NAPOLI – «Se paghi con la carta, il prezzo non sarà lo stesso». È una frase intercettata il 19 giugno 2024 a mettere nei guai Angelo Napolitano, 46 anni, imprenditore napoletano e volto noto di TikTok, dove conta quasi mezzo milione di follower. Secondo quanto riportato da Il Mattino, quella conversazione con un cliente avrebbe rivelato il modus operandi che gli avrebbe consentito, in pochi anni, di scalare il mercato della vendita al dettaglio di prodotti tecnologici, generando fatturati a sei zeri.

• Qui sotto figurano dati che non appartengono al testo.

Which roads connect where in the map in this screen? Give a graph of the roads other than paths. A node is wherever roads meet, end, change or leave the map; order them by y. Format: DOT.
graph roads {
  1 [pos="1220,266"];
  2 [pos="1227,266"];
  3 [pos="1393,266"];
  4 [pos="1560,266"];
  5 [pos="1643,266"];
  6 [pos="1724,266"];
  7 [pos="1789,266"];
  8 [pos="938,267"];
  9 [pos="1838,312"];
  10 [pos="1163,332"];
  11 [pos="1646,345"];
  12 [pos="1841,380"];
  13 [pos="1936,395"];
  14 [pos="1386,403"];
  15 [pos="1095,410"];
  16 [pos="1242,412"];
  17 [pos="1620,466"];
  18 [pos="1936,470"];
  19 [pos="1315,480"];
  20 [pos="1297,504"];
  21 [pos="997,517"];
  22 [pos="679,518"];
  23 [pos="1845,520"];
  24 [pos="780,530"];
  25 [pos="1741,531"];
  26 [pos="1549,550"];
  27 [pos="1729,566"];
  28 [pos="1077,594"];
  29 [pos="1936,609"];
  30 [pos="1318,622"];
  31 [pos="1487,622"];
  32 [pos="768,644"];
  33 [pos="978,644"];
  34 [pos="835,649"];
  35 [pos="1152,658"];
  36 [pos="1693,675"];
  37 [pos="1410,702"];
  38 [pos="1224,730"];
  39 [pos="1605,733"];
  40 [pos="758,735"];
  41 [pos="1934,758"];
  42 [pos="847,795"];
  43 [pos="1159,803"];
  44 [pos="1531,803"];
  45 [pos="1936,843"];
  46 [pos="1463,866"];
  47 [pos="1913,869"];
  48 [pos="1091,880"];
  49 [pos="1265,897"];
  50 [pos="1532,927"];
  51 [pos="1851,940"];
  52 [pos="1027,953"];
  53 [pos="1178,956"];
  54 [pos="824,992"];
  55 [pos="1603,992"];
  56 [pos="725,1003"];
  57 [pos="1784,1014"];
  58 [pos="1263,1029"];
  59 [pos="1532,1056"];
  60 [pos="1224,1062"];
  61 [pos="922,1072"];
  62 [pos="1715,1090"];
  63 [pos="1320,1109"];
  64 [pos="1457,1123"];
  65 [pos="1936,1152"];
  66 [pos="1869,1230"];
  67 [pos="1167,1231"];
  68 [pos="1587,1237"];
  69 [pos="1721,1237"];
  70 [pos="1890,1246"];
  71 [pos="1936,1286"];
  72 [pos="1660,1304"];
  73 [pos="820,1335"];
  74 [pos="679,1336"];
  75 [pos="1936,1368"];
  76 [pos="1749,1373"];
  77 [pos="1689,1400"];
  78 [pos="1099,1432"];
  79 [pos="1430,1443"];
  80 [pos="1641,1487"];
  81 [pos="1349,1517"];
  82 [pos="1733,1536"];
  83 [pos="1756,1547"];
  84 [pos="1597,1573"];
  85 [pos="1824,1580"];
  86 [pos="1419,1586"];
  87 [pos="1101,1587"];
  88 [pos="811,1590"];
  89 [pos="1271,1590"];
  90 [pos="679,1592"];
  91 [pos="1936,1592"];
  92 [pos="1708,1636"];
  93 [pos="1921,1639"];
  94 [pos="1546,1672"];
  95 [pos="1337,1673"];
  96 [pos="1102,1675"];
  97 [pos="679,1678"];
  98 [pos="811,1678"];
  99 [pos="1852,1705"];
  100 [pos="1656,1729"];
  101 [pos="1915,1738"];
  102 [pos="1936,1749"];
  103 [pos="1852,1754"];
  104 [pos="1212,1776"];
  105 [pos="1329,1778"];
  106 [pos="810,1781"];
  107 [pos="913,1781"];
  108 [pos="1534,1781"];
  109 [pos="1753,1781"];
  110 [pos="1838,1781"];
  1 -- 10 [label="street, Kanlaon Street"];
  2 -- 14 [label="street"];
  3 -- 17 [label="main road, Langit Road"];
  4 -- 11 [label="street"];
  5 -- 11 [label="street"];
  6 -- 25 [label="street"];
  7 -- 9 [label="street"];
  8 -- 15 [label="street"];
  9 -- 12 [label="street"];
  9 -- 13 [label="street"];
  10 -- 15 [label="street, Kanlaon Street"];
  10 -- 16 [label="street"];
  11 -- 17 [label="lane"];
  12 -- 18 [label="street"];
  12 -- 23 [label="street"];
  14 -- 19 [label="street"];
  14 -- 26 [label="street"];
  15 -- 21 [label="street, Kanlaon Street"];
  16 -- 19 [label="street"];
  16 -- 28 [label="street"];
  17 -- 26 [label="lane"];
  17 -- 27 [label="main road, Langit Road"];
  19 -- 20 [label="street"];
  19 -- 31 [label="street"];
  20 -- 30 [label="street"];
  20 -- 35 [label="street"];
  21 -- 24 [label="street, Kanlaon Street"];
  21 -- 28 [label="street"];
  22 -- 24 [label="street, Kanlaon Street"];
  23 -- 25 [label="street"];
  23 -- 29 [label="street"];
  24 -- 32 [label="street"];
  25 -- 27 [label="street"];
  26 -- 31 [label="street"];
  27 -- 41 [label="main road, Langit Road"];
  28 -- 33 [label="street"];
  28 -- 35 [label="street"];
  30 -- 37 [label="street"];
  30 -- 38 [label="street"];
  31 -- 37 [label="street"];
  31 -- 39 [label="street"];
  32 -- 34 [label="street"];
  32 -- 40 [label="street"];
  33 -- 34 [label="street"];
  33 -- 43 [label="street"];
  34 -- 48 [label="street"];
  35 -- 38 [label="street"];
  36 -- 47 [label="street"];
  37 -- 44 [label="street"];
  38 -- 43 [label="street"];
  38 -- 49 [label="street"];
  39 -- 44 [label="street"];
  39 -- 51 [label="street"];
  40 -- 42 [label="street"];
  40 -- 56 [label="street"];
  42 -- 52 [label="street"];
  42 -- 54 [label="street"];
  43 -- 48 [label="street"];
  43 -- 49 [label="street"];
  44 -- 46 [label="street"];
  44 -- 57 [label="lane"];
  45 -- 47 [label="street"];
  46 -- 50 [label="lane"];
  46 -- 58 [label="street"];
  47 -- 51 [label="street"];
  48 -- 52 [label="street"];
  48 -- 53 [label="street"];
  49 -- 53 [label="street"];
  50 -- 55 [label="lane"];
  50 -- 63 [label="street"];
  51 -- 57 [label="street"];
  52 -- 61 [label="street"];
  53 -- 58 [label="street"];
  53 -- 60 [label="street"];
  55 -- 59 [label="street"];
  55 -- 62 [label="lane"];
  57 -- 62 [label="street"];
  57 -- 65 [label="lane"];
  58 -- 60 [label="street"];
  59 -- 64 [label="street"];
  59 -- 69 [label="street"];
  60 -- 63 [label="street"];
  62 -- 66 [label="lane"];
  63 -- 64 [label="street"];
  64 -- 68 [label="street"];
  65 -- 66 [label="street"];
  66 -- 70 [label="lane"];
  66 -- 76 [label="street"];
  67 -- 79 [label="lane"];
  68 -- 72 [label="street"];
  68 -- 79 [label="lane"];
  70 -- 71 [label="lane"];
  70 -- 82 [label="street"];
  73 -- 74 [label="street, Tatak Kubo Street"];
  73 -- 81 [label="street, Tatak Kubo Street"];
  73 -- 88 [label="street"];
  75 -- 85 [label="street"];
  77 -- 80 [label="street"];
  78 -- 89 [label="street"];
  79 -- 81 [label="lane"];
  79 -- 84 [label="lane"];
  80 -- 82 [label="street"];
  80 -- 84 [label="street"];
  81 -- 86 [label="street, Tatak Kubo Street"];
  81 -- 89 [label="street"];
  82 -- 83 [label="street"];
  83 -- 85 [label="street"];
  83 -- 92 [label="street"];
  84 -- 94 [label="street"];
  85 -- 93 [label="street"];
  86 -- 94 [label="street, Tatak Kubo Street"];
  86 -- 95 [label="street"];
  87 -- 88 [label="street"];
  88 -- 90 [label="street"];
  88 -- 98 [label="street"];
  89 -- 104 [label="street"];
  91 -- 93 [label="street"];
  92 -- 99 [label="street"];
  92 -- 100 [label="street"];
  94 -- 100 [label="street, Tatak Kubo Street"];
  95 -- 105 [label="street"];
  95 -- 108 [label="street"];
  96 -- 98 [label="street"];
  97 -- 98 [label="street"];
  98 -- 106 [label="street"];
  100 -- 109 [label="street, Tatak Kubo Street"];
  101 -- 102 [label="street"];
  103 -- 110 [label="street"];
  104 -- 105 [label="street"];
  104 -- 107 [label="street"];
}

Napolitano, rappresentante legale della Am Distribution Srl, società a cui fanno capo i negozi “Napolitano Store” di Napoli e Casalnuovo, è ora accusato di aver emesso false fatture ed evaso l’Iva. Il gip del tribunale di Nola, Raffaele Muzzica, ha disposto il sequestro di beni per un valore complessivo di 5.740.561 euro, tra cui anche un lussuoso yacht.
L’indagine, condotta dal nucleo di Polizia economico-finanziaria della Guardia di Finanza di Napoli, guidato dal colonnello Paolo Consiglio, è partita da una segnalazione dell’Associazione italiana retailer elettrodomestici specializzati (Aires-Confcommercio) risalente a febbraio 2024.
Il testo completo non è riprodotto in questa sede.